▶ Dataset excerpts
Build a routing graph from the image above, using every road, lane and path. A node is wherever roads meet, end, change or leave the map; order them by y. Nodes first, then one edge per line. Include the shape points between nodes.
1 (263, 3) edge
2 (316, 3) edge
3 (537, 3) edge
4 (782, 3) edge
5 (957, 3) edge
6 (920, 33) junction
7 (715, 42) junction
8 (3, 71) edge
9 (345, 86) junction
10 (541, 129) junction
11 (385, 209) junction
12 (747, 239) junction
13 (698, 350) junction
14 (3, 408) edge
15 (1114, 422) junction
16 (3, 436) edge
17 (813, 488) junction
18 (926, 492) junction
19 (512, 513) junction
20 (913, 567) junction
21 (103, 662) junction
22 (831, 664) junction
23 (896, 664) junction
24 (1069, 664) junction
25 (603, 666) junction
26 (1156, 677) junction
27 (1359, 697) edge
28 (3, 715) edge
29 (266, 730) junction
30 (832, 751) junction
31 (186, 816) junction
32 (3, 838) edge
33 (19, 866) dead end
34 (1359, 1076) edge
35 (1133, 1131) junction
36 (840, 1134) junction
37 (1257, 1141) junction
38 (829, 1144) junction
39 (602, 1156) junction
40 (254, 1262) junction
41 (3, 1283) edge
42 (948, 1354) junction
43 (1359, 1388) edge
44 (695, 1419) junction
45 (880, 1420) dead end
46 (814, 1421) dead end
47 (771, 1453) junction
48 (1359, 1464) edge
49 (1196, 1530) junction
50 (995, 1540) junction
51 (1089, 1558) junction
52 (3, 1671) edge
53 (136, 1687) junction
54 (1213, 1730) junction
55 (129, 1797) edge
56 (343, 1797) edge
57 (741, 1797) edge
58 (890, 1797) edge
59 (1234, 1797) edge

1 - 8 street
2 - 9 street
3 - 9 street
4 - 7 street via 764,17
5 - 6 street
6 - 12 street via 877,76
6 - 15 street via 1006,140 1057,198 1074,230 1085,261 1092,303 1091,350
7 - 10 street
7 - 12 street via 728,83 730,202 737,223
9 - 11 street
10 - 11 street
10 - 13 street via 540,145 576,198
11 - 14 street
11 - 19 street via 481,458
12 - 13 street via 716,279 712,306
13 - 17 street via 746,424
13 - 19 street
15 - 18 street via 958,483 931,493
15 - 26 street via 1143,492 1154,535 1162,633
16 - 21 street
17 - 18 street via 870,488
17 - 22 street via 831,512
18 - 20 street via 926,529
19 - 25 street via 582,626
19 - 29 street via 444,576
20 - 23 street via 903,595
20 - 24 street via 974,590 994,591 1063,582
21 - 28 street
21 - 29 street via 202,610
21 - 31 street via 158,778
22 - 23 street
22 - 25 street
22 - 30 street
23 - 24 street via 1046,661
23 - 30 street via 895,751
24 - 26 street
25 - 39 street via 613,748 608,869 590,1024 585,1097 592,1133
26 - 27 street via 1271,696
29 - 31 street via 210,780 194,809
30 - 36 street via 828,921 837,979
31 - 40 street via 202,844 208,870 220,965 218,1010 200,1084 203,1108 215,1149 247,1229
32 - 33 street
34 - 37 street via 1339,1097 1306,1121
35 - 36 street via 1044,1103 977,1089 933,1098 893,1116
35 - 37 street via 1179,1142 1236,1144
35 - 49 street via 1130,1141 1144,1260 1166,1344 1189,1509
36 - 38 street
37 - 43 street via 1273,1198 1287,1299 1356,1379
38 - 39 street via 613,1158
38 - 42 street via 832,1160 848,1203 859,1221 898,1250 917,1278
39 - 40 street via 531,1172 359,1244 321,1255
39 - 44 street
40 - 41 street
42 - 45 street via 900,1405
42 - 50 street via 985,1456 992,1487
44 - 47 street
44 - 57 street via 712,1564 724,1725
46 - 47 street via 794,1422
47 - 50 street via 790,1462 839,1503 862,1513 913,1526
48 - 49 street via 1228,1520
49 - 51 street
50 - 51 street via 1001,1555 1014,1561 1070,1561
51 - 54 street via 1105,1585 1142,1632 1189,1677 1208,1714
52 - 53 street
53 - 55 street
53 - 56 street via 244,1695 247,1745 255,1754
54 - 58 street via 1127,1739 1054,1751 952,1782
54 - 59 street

▶ What is required
The whole of the data must be given back word for word.

▶ Expected output
Build a routing graph from the image above, using every road, lane and path. A node is wherever roads meet, end, change or leave the map; order them by y. Nodes first, then one edge per line. Include the shape points between nodes.
1 (263, 3) edge
2 (316, 3) edge
3 (537, 3) edge
4 (782, 3) edge
5 (957, 3) edge
6 (920, 33) junction
7 (715, 42) junction
8 (3, 71) edge
9 (345, 86) junction
10 (541, 129) junction
11 (385, 209) junction
12 (747, 239) junction
13 (698, 350) junction
14 (3, 408) edge
15 (1114, 422) junction
16 (3, 436) edge
17 (813, 488) junction
18 (926, 492) junction
19 (512, 513) junction
20 (913, 567) junction
21 (103, 662) junction
22 (831, 664) junction
23 (896, 664) junction
24 (1069, 664) junction
25 (603, 666) junction
26 (1156, 677) junction
27 (1359, 697) edge
28 (3, 715) edge
29 (266, 730) junction
30 (832, 751) junction
31 (186, 816) junction
32 (3, 838) edge
33 (19, 866) dead end
34 (1359, 1076) edge
35 (1133, 1131) junction
36 (840, 1134) junction
37 (1257, 1141) junction
38 (829, 1144) junction
39 (602, 1156) junction
40 (254, 1262) junction
41 (3, 1283) edge
42 (948, 1354) junction
43 (1359, 1388) edge
44 (695, 1419) junction
45 (880, 1420) dead end
46 (814, 1421) dead end
47 (771, 1453) junction
48 (1359, 1464) edge
49 (1196, 1530) junction
50 (995, 1540) junction
51 (1089, 1558) junction
52 (3, 1671) edge
53 (136, 1687) junction
54 (1213, 1730) junction
55 (129, 1797) edge
56 (343, 1797) edge
57 (741, 1797) edge
58 (890, 1797) edge
59 (1234, 1797) edge

1 - 8 street
2 - 9 street
3 - 9 street
4 - 7 street via 764,17
5 - 6 street
6 - 12 street via 877,76
6 - 15 street via 1006,140 1057,198 1074,230 1085,261 1092,303 1091,350
7 - 10 street
7 - 12 street via 728,83 730,202 737,223
9 - 11 street
10 - 11 street
10 - 13 street via 540,145 576,198
11 - 14 street
11 - 19 street via 481,458
12 - 13 street via 716,279 712,306
13 - 17 street via 746,424
13 - 19 street
15 - 18 street via 958,483 931,493
15 - 26 street via 1143,492 1154,535 1162,633
16 - 21 street
17 - 18 street via 870,488
17 - 22 street via 831,512
18 - 20 street via 926,529
19 - 25 street via 582,626
19 - 29 street via 444,576
20 - 23 street via 903,595
20 - 24 street via 974,590 994,591 1063,582
21 - 28 street
21 - 29 street via 202,610
21 - 31 street via 158,778
22 - 23 street
22 - 25 street
22 - 30 street
23 - 24 street via 1046,661
23 - 30 street via 895,751
24 - 26 street
25 - 39 street via 613,748 608,869 590,1024 585,1097 592,1133
26 - 27 street via 1271,696
29 - 31 street via 210,780 194,809
30 - 36 street via 828,921 837,979
31 - 40 street via 202,844 208,870 220,965 218,1010 200,1084 203,1108 215,1149 247,1229
32 - 33 street
34 - 37 street via 1339,1097 1306,1121
35 - 36 street via 1044,1103 977,1089 933,1098 893,1116
35 - 37 street via 1179,1142 1236,1144
35 - 49 street via 1130,1141 1144,1260 1166,1344 1189,1509
36 - 38 street
37 - 43 street via 1273,1198 1287,1299 1356,1379
38 - 39 street via 613,1158
38 - 42 street via 832,1160 848,1203 859,1221 898,1250 917,1278
39 - 40 street via 531,1172 359,1244 321,1255
39 - 44 street
40 - 41 street
42 - 45 street via 900,1405
42 - 50 street via 985,1456 992,1487
44 - 47 street
44 - 57 street via 712,1564 724,1725
46 - 47 street via 794,1422
47 - 50 street via 790,1462 839,1503 862,1513 913,1526
48 - 49 street via 1228,1520
49 - 51 street
50 - 51 street via 1001,1555 1014,1561 1070,1561
51 - 54 street via 1105,1585 1142,1632 1189,1677 1208,1714
52 - 53 street
53 - 55 street
53 - 56 street via 244,1695 247,1745 255,1754
54 - 58 street via 1127,1739 1054,1751 952,1782
54 - 59 street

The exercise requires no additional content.